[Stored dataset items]
══════

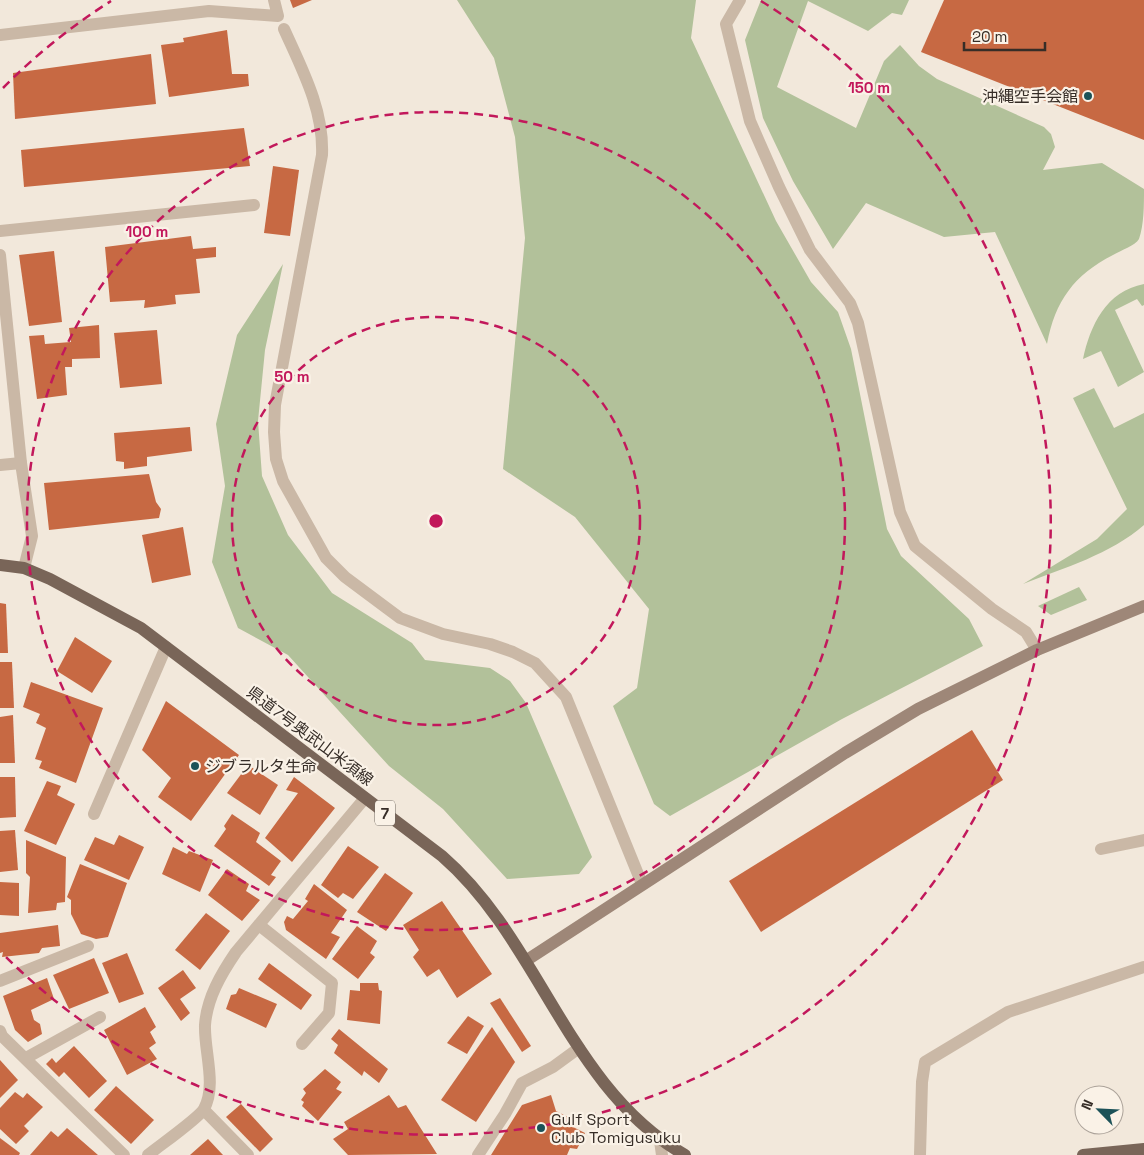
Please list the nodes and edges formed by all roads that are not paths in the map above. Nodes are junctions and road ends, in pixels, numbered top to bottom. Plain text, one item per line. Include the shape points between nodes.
1 (274, 0) edge
2 (740, 0) edge
3 (284, 29) dead end
4 (0, 35) edge
5 (254, 205) dead end
6 (0, 231) edge
7 (0, 255) edge
8 (21, 463) junction
9 (0, 465) edge
10 (0, 565) edge
11 (24, 568) junction
12 (1144, 606) edge
13 (166, 647) junction
14 (1036, 650) junction
15 (365, 798) junction
16 (94, 814) dead end
17 (1144, 840) edge
18 (1102, 849) dead end
19 (642, 884) junction
20 (259, 925) junction
21 (88, 946) dead end
22 (527, 960) junction
23 (1144, 967) edge
24 (0, 981) edge
25 (100, 1017) dead end
26 (0, 1030) edge
27 (302, 1044) dead end
28 (579, 1048) junction
29 (26, 1058) junction
30 (204, 1110) junction
31 (660, 1141) junction
32 (1144, 1149) edge
33 (124, 1155) edge
34 (148, 1155) edge
35 (248, 1155) edge
36 (478, 1155) edge
37 (662, 1155) edge
38 (685, 1155) edge
39 (920, 1155) edge
40 (1083, 1155) edge

1 - 4 street via 278,16 209,11
2 - 14 street via 726,24 750,121 810,250 850,303 858,323 900,512 915,546 992,609 1026,632
3 - 19 street via 311,93 323,136 275,405 276,459 283,481 326,558 345,577 400,618 443,634 513,652 535,663 552,679 566,696
5 - 6 street
7 - 8 street
8 - 9 street
8 - 11 street via 32,536
10 - 11 main road, 県道7号奥武山米須線 / 7
11 - 13 main road, 県道7号奥武山米須線 / 7 via 111,610
12 - 14 street
13 - 15 main road, 県道7号奥武山米須線 / 7
13 - 16 street
14 - 19 street via 918,709 844,752
15 - 20 street
15 - 22 main road, 県道7号奥武山米須線 / 7 via 460,872 478,890
17 - 18 street
19 - 22 street
20 - 27 street via 332,983 329,1013
20 - 30 street via 236,952 211,997 205,1025 209,1084
21 - 24 street
22 - 28 main road, 県道7号奥武山米須線 / 7
23 - 39 street via 1008,1012 925,1062
25 - 29 street
26 - 29 street via 2,1036
28 - 31 main road, 県道7号奥武山米須線 / 7 via 610,1091
28 - 36 street via 553,1067 522,1083
29 - 33 street
30 - 34 street
30 - 35 street
31 - 37 street
31 - 38 main road, 県道7号奥武山米須線 / 7
32 - 40 main road

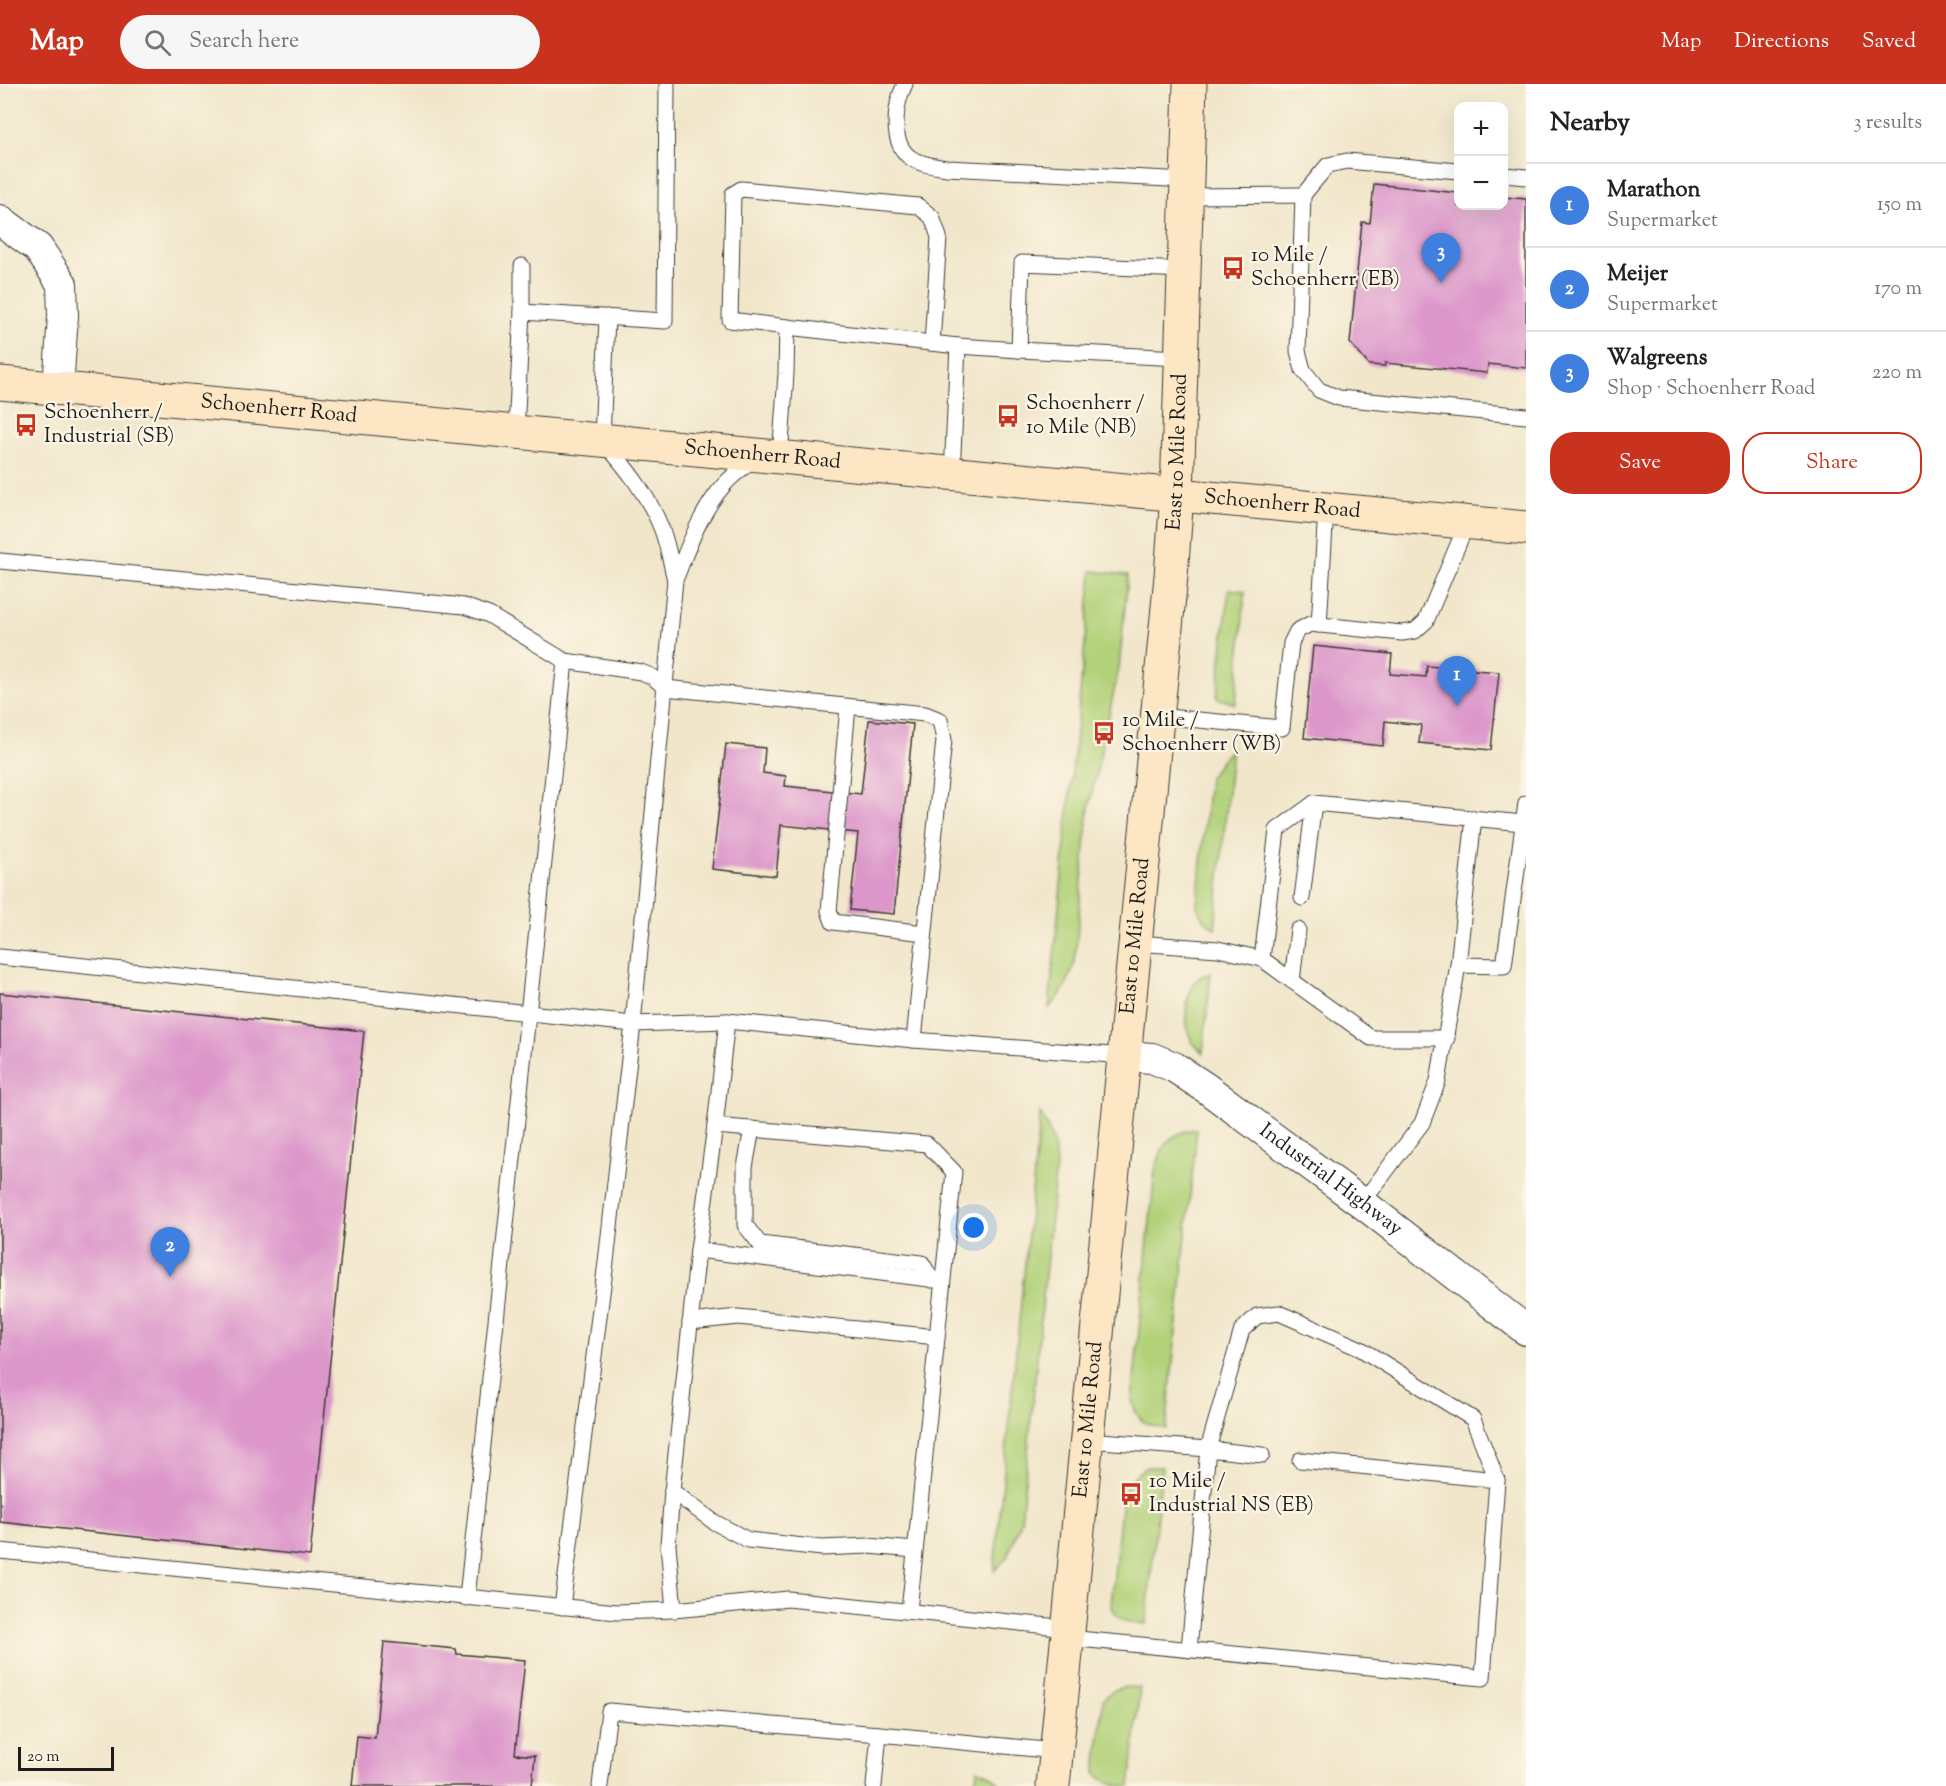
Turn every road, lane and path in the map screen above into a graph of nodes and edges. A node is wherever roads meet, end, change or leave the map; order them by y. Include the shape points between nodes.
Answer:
1 (667, 84) edge
2 (905, 84) edge
3 (1190, 84) edge
4 (1454, 171) edge
5 (1508, 175) edge
6 (1526, 177) edge
7 (1187, 188) junction
8 (1304, 195) junction
9 (0, 220) edge
10 (522, 267) dead end
11 (1184, 270) junction
12 (522, 312) junction
13 (607, 317) junction
14 (787, 327) junction
15 (932, 343) junction
16 (958, 346) junction
17 (1019, 350) junction
18 (1180, 358) junction
19 (0, 383) edge
20 (58, 388) junction
21 (1526, 416) edge
22 (516, 431) junction
23 (602, 440) junction
24 (769, 456) junction
25 (952, 474) junction
26 (1177, 495) junction
27 (1326, 510) junction
28 (1467, 523) junction
29 (1526, 528) edge
30 (0, 561) edge
31 (675, 580) junction
32 (1318, 625) junction
33 (565, 661) junction
34 (665, 688) junction
35 (848, 707) junction
36 (1157, 716) junction
37 (1314, 803) junction
38 (1526, 803) edge
39 (1474, 819) junction
40 (1523, 823) junction
41 (1302, 898) dead end
42 (1298, 930) dead end
43 (924, 933) junction
44 (1136, 943) junction
45 (0, 957) edge
46 (1262, 959) junction
47 (1458, 965) junction
48 (1292, 981) junction
49 (529, 1014) junction
50 (727, 1021) junction
51 (633, 1024) junction
52 (1447, 1038) junction
53 (914, 1040) junction
54 (1125, 1056) junction
55 (715, 1126) junction
56 (752, 1129) junction
57 (1362, 1203) junction
58 (698, 1250) junction
59 (938, 1280) junction
60 (690, 1322) junction
61 (1526, 1329) edge
62 (937, 1337) junction
63 (1088, 1440) junction
64 (1208, 1449) junction
65 (1262, 1455) dead end
66 (1299, 1460) dead end
67 (1497, 1480) junction
68 (672, 1491) junction
69 (915, 1550) junction
70 (0, 1551) edge
71 (467, 1598) junction
72 (562, 1607) junction
73 (674, 1610) junction
74 (909, 1611) junction
75 (1068, 1633) junction
76 (1189, 1649) junction
77 (879, 1734) junction
78 (1056, 1751) junction
79 (600, 1786) edge
80 (874, 1786) edge
81 (1053, 1786) edge

1 - 13 lane via 665,321
2 - 7 lane via 896,127 899,143 909,157 925,164
3 - 7 main road, East 10 Mile Road
4 - 8 lane via 1347,161 1328,165
5 - 6 lane
7 - 8 lane
7 - 11 main road, East 10 Mile Road
8 - 21 lane via 1298,351 1303,370 1319,390 1339,398
9 - 20 street via 38,248 62,284
10 - 12 lane
11 - 17 lane via 1022,262
11 - 18 main road, East 10 Mile Road
12 - 13 lane
12 - 22 lane
13 - 23 lane
14 - 15 lane
14 - 15 lane via 730,320 733,194 741,189 918,206 932,217 939,237
14 - 24 lane via 786,374
15 - 16 lane
16 - 17 lane
16 - 25 lane
17 - 18 lane
18 - 26 main road, East 10 Mile Road
19 - 20 main road, Schoenherr Road
20 - 22 main road, Schoenherr Road
22 - 23 main road, Schoenherr Road
23 - 24 main road, Schoenherr Road
23 - 31 lane via 646,497 662,530
24 - 25 main road, Schoenherr Road
24 - 31 lane via 725,484 707,507
25 - 26 main road, Schoenherr Road
26 - 27 main road, Schoenherr Road
26 - 36 main road, East 10 Mile Road
27 - 28 main road, Schoenherr Road
27 - 32 lane
28 - 29 main road, Schoenherr Road
28 - 32 lane via 1426,621 1415,631
30 - 33 lane via 464,606 489,615
31 - 34 lane
32 - 36 lane via 1297,630 1291,643 1282,728
33 - 34 lane via 641,672
33 - 49 lane
34 - 35 lane
34 - 51 lane
35 - 43 lane via 925,714 940,720 944,740
35 - 43 lane via 829,911 833,922
36 - 44 main road, East 10 Mile Road
37 - 39 lane
37 - 41 lane
37 - 46 lane via 1277,830
38 - 40 lane
39 - 40 lane
39 - 47 lane
40 - 47 lane via 1504,966
42 - 48 lane
43 - 53 lane
44 - 46 lane via 1218,949
44 - 54 main road, East 10 Mile Road
45 - 49 lane
46 - 48 lane
47 - 52 lane
48 - 52 lane via 1371,1038
49 - 51 lane
49 - 71 lane
50 - 51 lane
50 - 53 lane
50 - 55 lane
51 - 72 lane
52 - 57 lane via 1438,1081 1422,1123
53 - 54 lane
54 - 57 street, Industrial Highway via 1152,1058 1174,1067
54 - 63 main road, East 10 Mile Road
55 - 56 lane
55 - 58 lane
56 - 59 lane via 746,1167 745,1225 760,1244 922,1263
56 - 59 lane via 927,1144 954,1172
57 - 61 street, Industrial Highway
58 - 59 lane
58 - 60 lane
59 - 62 lane
60 - 62 lane via 738,1317
60 - 68 lane
62 - 69 lane
63 - 64 lane
63 - 75 main road, East 10 Mile Road
64 - 65 lane
64 - 67 lane via 1242,1330 1257,1316 1279,1313 1361,1350 1473,1419
64 - 76 lane
66 - 67 lane
67 - 76 lane via 1483,1678
68 - 69 lane via 714,1522 748,1540 822,1548
68 - 73 lane via 668,1545
69 - 74 lane
70 - 71 lane
71 - 72 lane
72 - 73 lane via 617,1612
73 - 74 lane via 788,1599
74 - 75 lane
75 - 76 lane
75 - 78 main road, East 10 Mile Road
77 - 78 lane
77 - 79 lane via 609,1711
77 - 80 lane
78 - 81 main road, East 10 Mile Road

══════

_Exercise:_ Return the lines of the records that include the string "roads".

_Response box:_
Please list the nodes and edges formed by all roads that are not paths in the map above. Nodes are junctions and road ends, in pixels, numbered top to bottom. Plain text, one item per line. Include the shape points between nodes.
Turn every road, lane and path in the map screen above into a graph of nodes and edges. A node is wherever roads meet, end, change or leave the map; order them by y. Include the shape points between nodes.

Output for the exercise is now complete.